Even a 300-year-long drought around 4,200 years ago made little impact on the mountain’s ice fields. The chief cause of the current trend was likely to be a fundamental shift in climate, although local changes in cloud cover and snowfall may also be having an effect. Similar patterns had been seen elsewhere in Africa on Mount Kenya and the Rwenzori Mountains, as well as in the South American Andes and the Himalayas. "The fact that so many glaciers throughout the tropics and subtropics are showing similar responses suggests an underlying common cause," said Thompson. "The increase of Earth’s near-surface temperatures, coupled with even greater increases in the mid-to-upper tropical troposphere (lower atmosphere), as documented in recent decades, would at least partially explain the observed widespread similarity in glacier behavior." One marker of ice loss on Kilimanjaro was the radioactive signature of fall-out from atomic tests carried out in the early 1950s.
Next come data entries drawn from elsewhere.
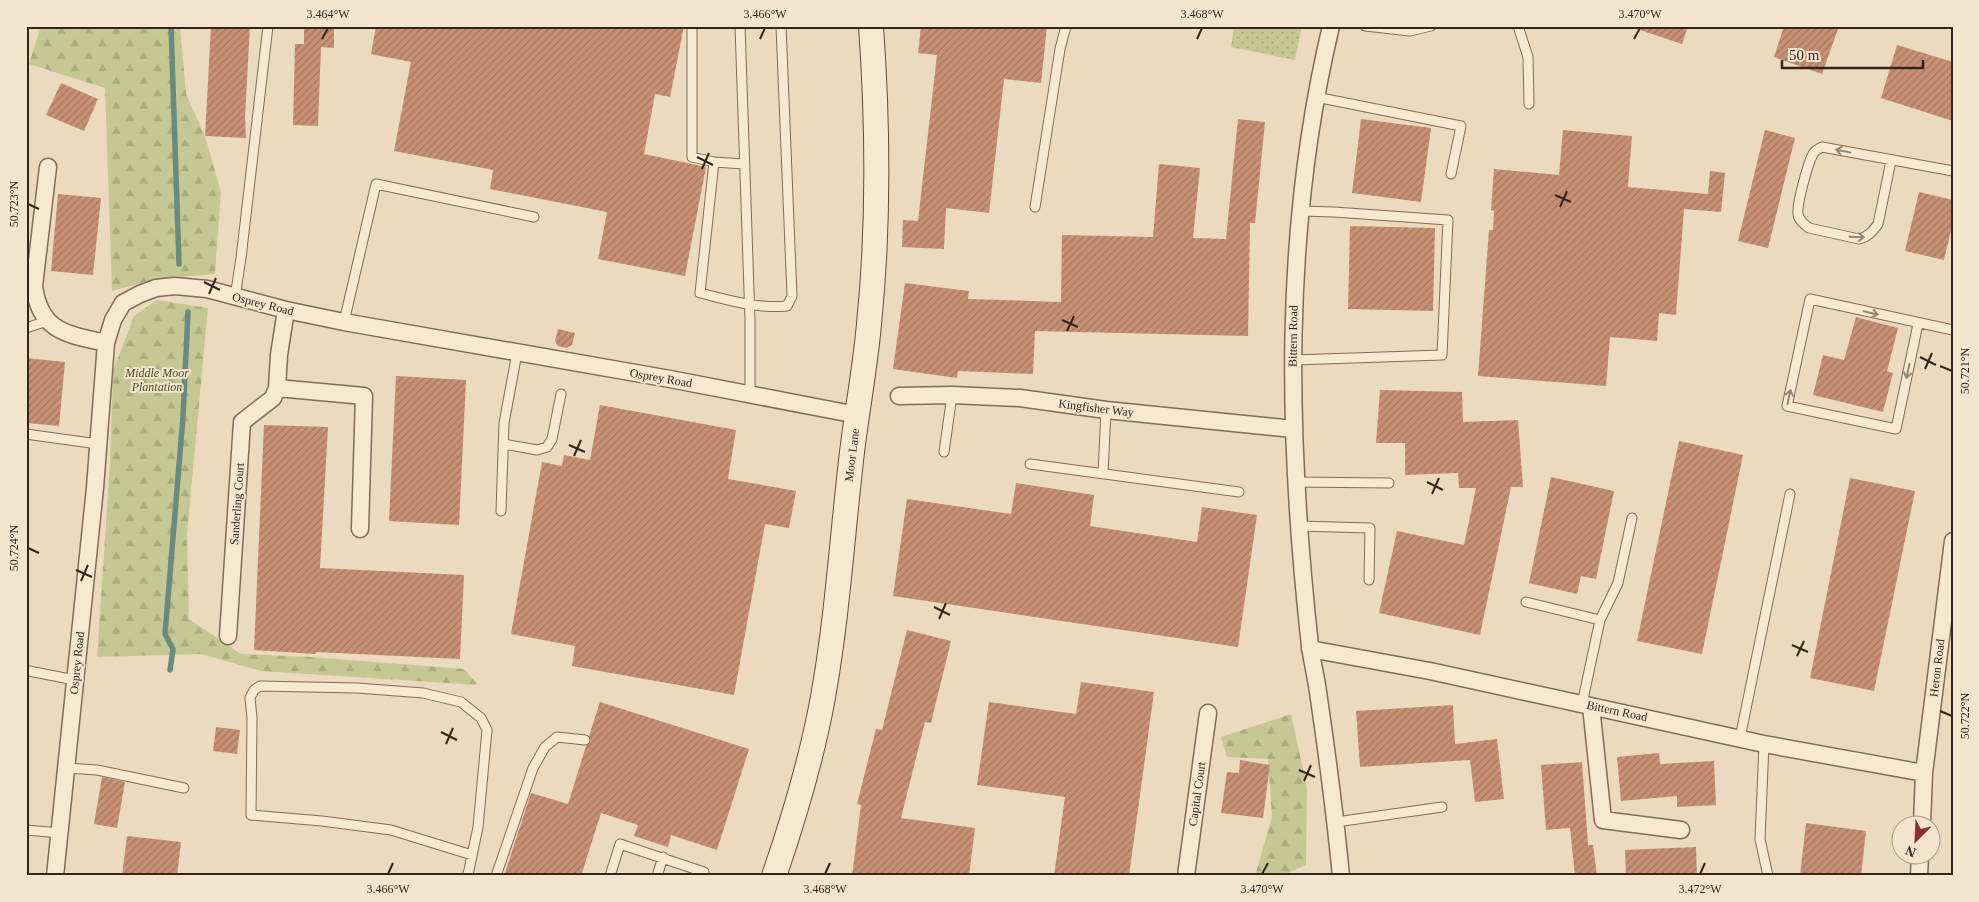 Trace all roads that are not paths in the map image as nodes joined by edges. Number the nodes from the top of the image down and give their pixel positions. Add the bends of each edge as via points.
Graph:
1 (268, 26) edge
2 (692, 26) edge
3 (740, 26) edge
4 (781, 26) edge
5 (871, 26) edge
6 (1066, 26) edge
7 (1331, 26) edge
8 (1365, 26) edge
9 (1431, 26) edge
10 (1518, 26) edge
11 (1316, 97) junction
12 (1529, 104) dead end
13 (1891, 161) junction
14 (714, 162) junction
15 (744, 164) junction
16 (48, 167) dead end
17 (1953, 171) edge
18 (1451, 174) dead end
19 (1035, 207) dead end
20 (1300, 212) junction
21 (534, 218) dead end
22 (32, 244) edge
23 (235, 297) junction
24 (750, 305) junction
25 (286, 310) junction
26 (48, 321) junction
27 (344, 322) junction
28 (1918, 324) junction
29 (26, 328) edge
30 (1953, 330) edge
31 (106, 343) junction
32 (517, 353) junction
33 (1293, 360) junction
34 (277, 388) junction
35 (561, 394) dead end
36 (750, 394) junction
37 (952, 395) junction
38 (899, 396) dead end
39 (1106, 410) junction
40 (857, 415) junction
41 (1292, 429) junction
42 (26, 434) edge
43 (98, 444) junction
44 (504, 444) junction
45 (944, 452) dead end
46 (1030, 464) dead end
47 (1103, 474) junction
48 (1295, 482) junction
49 (1389, 483) dead end
50 (1239, 492) dead end
51 (1790, 494) dead end
52 (501, 511) dead end
53 (1632, 518) dead end
54 (1298, 526) junction
55 (360, 529) dead end
56 (1953, 541) edge
57 (1369, 580) dead end
58 (1526, 602) dead end
59 (1600, 620) junction
60 (228, 636) dead end
61 (1310, 649) junction
62 (29, 671) dead end
63 (75, 680) junction
64 (1587, 705) junction
65 (1208, 713) dead end
66 (1740, 738) junction
67 (585, 740) dead end
68 (1764, 744) junction
69 (66, 768) junction
70 (1924, 773) junction
71 (184, 788) dead end
72 (1442, 807) dead end
73 (1922, 814) edge
74 (1336, 822) junction
75 (26, 830) edge
76 (1681, 830) dead end
77 (60, 833) junction
78 (472, 855) junction
79 (663, 857) junction
80 (55, 876) edge
81 (467, 876) edge
82 (496, 876) edge
83 (610, 876) edge
84 (657, 876) edge
85 (703, 876) edge
86 (774, 876) edge
87 (1186, 876) edge
88 (1341, 876) edge
89 (1768, 876) edge

1 - 23 lane
2 - 14 lane via 692,157
3 - 15 lane
4 - 24 lane via 792,296 787,306
5 - 40 main road, Moor Lane via 876,140 874,253
6 - 19 lane
7 - 11 street, Bittern Road
8 - 9 lane via 1410,31
10 - 12 lane via 1528,58
11 - 18 lane via 1461,126
11 - 20 street, Bittern Road
13 -> 13 lane via 1822,147 1816,150 1806,173 1798,212 1803,224 1809,228 1865,238 1878,224
13 - 17 lane
14 - 15 lane
14 - 24 lane via 700,293
15 - 24 lane
16 - 22 street
20 - 33 street, Bittern Road
20 - 33 lane via 1448,220 1442,355
21 - 27 lane via 376,184
22 - 26 street via 36,302
23 - 25 street, Osprey Road
23 - 31 street, Osprey Road via 207,289 156,288 123,303
24 - 36 lane
25 - 27 street, Osprey Road
25 - 34 street via 278,355
26 - 29 lane
26 - 31 street via 71,335
27 - 32 street, Osprey Road
28 -> 28 lane via 1896,430 1788,406 1810,299
28 - 30 lane
31 - 43 street, Osprey Road
32 - 36 street, Osprey Road
32 - 44 lane via 504,424
33 - 41 street, Bittern Road
34 - 55 street via 364,396
34 - 60 street, Sanderling Court via 273,398 242,422
35 - 44 lane via 552,439 547,447 537,450
36 - 40 street, Osprey Road
37 - 38 street, Kingfisher Way
37 - 39 street, Kingfisher Way via 1020,398
37 - 45 lane
39 - 41 street, Kingfisher Way
39 - 47 lane
40 - 86 main road, Moor Lane via 823,697 802,789
41 - 48 street, Bittern Road
42 - 43 lane
43 - 63 street, Osprey Road
44 - 52 lane
46 - 47 lane
47 - 50 lane
48 - 49 lane
48 - 54 street, Bittern Road
51 - 66 lane
53 - 59 lane via 1618,583
54 - 57 lane via 1370,528
54 - 61 street, Bittern Road
56 - 70 street, Heron Road
58 - 59 lane
59 - 64 lane
61 - 64 street, Bittern Road
61 - 74 street, Bittern Road
62 - 63 lane
63 - 69 street, Osprey Road
64 - 66 street, Bittern Road
64 - 76 street via 1603,820
65 - 87 street, Capital Court
66 - 68 street, Bittern Road
67 - 82 lane via 557,737 545,747 527,781
68 - 70 street, Bittern Road
68 - 89 lane via 1760,839
69 - 71 lane via 97,770
69 - 77 street, Osprey Road
70 - 73 street, Heron Road
72 - 74 lane
74 - 88 street, Bittern Road
75 - 77 lane
77 - 80 street, Osprey Road
78 - 78 lane via 478,827 487,730 481,718 460,702 423,693 357,688 260,686 254,690 250,698 251,815 390,830
78 - 81 lane
79 - 83 lane via 620,844
79 - 84 lane
79 - 85 lane via 704,872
In 2000 the signal was detected 5.25 feet below the surface of the ice. Today, it is no longer there, showing that this depth of ice has been lost.

The northern and southern ice fields on the summit of Kilimanjaro had thinned by 6.2 feet and 16.7 feet respectively, said the scientists. One of the mountain’s glaciers, the Furtwangler glacier, had lost half its thickness between 2000 and 2009."In the future there will be a year when Furtwangler is present and by the next year it will have disappeared," said Thompson, whose research appears in the journal Proceedings of the National Academy of Sciences. "The whole thing will be gone."